Data from: Genetic sex assignment in wild populations using GBS data: a statistical threshold approach
Stovall, William R. et al. (2018), Data from: Genetic sex assignment in wild populations using GBS data: a statistical threshold approach, Dryad, Dataset, https://doi.org/10.5061/dryad.84v2f
Establishing the sex of individuals in wild systems can be challenging and often requires genetic testing. Genotyping-by-sequencing (GBS) and other reduced representation DNA sequencing (RRS) protocols (e.g., RADseq, ddRAD) have enabled the analysis of genetic data on an unprecedented scale. Here, we present a novel approach for the discovery and statistical validation of sex-specific loci in GBS datasets. We used GBS to genotype 166 New Zealand fur seals (NZFS, Arctocephalus forsteri) of known sex. We retained monomorphic loci as potential sex-specific markers in the locus discovery phase. We then used (i) a sex-specific locus threshold (SSLT) to identify significantly male-specific loci within our dataset and (ii) a significant sex-assignment threshold (SSAT) to confidently assign sex in silico the presence or absence of significantly male-specific loci to individuals in our dataset treated as unknowns (98.9% accuracy for females; 95.8% for males, estimated via cross-validation). Furthermore, we assigned sex to 86 individuals of true unknown sex using our SSAT, and assessed the effect of SSLT adjustments on these assignments.

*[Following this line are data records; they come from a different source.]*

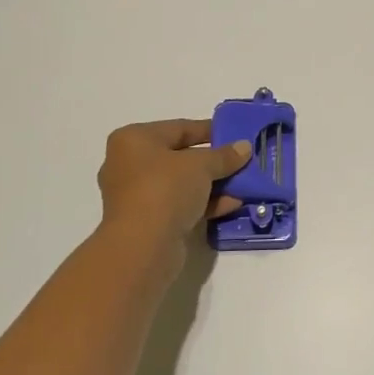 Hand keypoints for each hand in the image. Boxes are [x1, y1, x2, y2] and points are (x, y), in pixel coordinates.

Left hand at [97, 119, 250, 250]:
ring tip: (242, 184)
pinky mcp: (147, 222)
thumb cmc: (165, 189)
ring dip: (212, 184)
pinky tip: (232, 204)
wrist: (142, 246)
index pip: (179, 128)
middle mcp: (129, 164)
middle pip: (180, 157)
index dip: (209, 130)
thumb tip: (244, 147)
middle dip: (213, 161)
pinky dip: (204, 203)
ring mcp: (137, 195)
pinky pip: (180, 205)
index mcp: (133, 140)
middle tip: (241, 160)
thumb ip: (224, 155)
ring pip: (181, 183)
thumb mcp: (201, 165)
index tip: (235, 134) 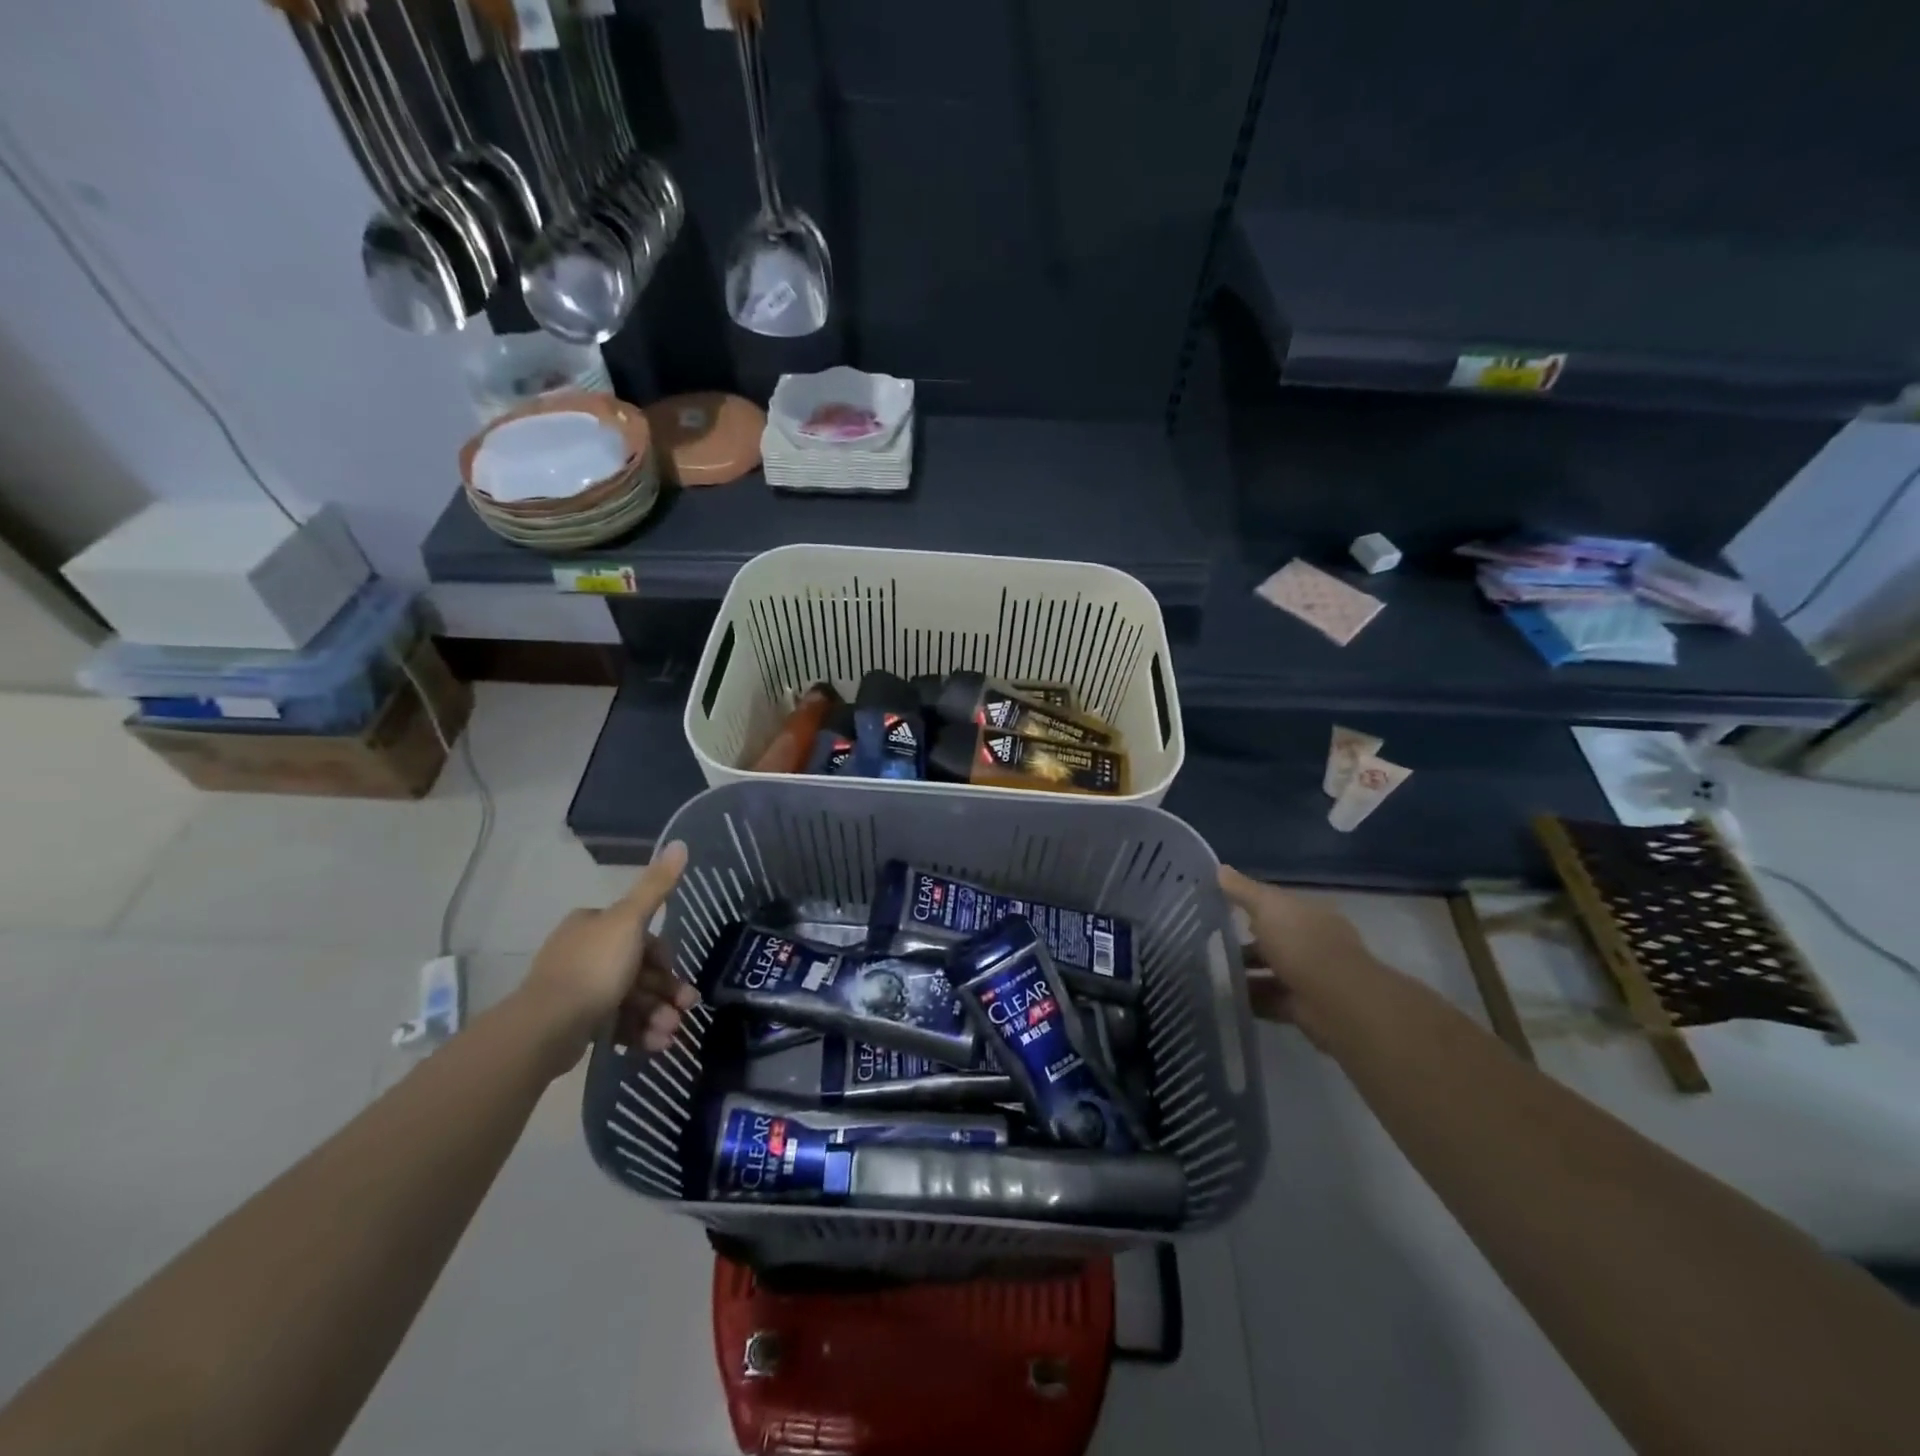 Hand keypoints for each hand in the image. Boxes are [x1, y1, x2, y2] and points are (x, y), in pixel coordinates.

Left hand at [523, 841, 697, 1067]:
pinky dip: (639, 1033)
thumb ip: (656, 886)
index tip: (677, 973)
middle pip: (639, 969)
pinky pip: (616, 1024)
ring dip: (657, 1015)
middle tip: (685, 1010)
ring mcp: (578, 990)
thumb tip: (680, 842)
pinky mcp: (576, 1023)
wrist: (548, 1027)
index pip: (641, 934)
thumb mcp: (631, 921)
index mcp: (593, 924)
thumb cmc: (594, 967)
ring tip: (670, 1035)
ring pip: (631, 999)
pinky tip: (655, 1045)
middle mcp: (583, 952)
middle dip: (666, 992)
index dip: (664, 955)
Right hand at [1219, 865, 1390, 1049]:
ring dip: (1246, 973)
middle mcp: (1313, 943)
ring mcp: (1310, 976)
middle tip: (1211, 944)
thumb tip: (1219, 868)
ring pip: (1271, 971)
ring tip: (1214, 973)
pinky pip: (1271, 999)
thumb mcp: (1267, 907)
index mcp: (1309, 915)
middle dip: (1246, 943)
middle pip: (1274, 940)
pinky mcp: (1304, 1007)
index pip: (1277, 906)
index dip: (1251, 906)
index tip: (1220, 908)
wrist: (1335, 1000)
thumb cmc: (1301, 943)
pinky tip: (1228, 997)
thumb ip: (1242, 890)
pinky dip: (1252, 999) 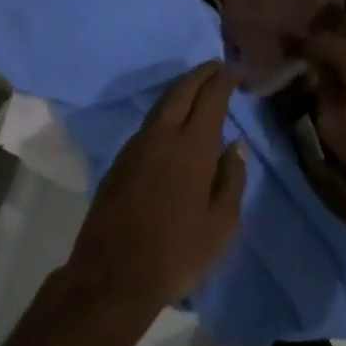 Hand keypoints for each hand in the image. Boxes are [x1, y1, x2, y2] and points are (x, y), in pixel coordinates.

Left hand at [63, 64, 246, 326]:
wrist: (111, 277)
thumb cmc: (176, 254)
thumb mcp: (221, 225)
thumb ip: (231, 180)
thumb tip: (234, 147)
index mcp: (193, 147)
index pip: (210, 98)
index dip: (222, 80)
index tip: (233, 70)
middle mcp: (163, 136)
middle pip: (182, 91)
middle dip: (200, 74)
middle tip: (216, 67)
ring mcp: (136, 146)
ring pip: (161, 104)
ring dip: (181, 90)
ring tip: (197, 88)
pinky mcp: (119, 161)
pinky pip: (148, 123)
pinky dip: (165, 111)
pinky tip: (172, 122) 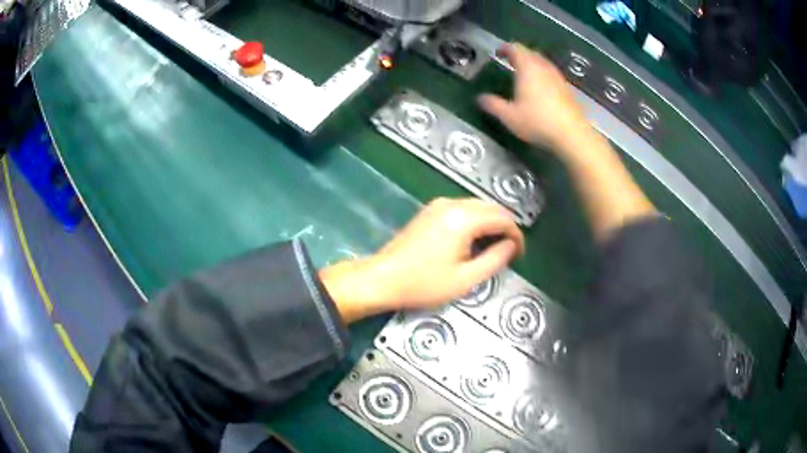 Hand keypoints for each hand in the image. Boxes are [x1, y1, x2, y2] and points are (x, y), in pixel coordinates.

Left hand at [321, 198, 524, 322]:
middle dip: (504, 227)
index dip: (516, 235)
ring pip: (477, 206)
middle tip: (508, 252)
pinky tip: (472, 240)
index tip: (519, 254)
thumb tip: (511, 246)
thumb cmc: (424, 283)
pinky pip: (462, 208)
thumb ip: (495, 259)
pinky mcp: (429, 211)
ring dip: (490, 223)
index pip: (502, 218)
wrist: (383, 278)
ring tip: (492, 248)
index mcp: (463, 218)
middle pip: (491, 207)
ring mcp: (438, 205)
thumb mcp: (466, 279)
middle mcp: (452, 204)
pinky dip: (474, 220)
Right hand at [479, 43, 589, 153]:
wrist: (571, 134)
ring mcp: (558, 77)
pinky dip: (543, 76)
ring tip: (525, 74)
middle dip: (520, 55)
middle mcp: (543, 67)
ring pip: (543, 63)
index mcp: (527, 68)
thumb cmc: (537, 121)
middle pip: (531, 53)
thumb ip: (493, 105)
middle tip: (510, 62)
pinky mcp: (567, 89)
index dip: (505, 48)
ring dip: (533, 65)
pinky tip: (541, 89)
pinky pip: (552, 75)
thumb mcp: (509, 116)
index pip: (515, 48)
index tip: (498, 52)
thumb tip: (480, 99) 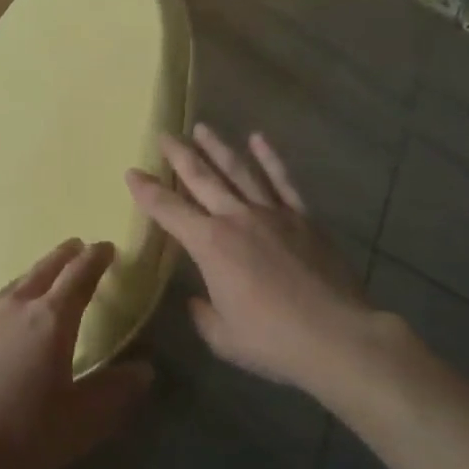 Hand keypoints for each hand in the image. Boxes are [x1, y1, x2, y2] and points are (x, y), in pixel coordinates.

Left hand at [0, 240, 153, 468]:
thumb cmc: (21, 432)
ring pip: (18, 282)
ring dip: (38, 271)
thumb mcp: (81, 421)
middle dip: (66, 255)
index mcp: (51, 320)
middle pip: (45, 269)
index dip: (96, 259)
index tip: (106, 247)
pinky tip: (10, 311)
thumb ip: (115, 392)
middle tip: (78, 246)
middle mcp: (18, 306)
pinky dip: (14, 293)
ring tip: (47, 273)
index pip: (79, 276)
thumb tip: (145, 369)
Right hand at [127, 125, 415, 394]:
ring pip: (239, 171)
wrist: (337, 336)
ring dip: (218, 148)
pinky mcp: (303, 218)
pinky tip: (258, 139)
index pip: (168, 210)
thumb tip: (198, 299)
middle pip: (202, 178)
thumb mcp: (222, 336)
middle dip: (179, 155)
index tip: (131, 172)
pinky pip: (282, 181)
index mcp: (210, 245)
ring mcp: (272, 214)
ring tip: (202, 128)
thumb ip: (204, 312)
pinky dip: (269, 159)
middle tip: (164, 134)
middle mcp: (236, 218)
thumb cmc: (272, 340)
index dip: (146, 191)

From 90 verified sex-specific loci, we developed a panel of three sex-specific PCR primers that we used to ascertain sex independently of our GBS data, which we show amplify reliably in at least three other pinniped species. Using monomorphic loci normally discarded from large SNP datasets is an effective way to identify robust sex-linked markers for non-model species. Our novel pipeline can be used to identify and statistically validate monomorphic and polymorphic sex-specific markers across a range of species and RRS datasets.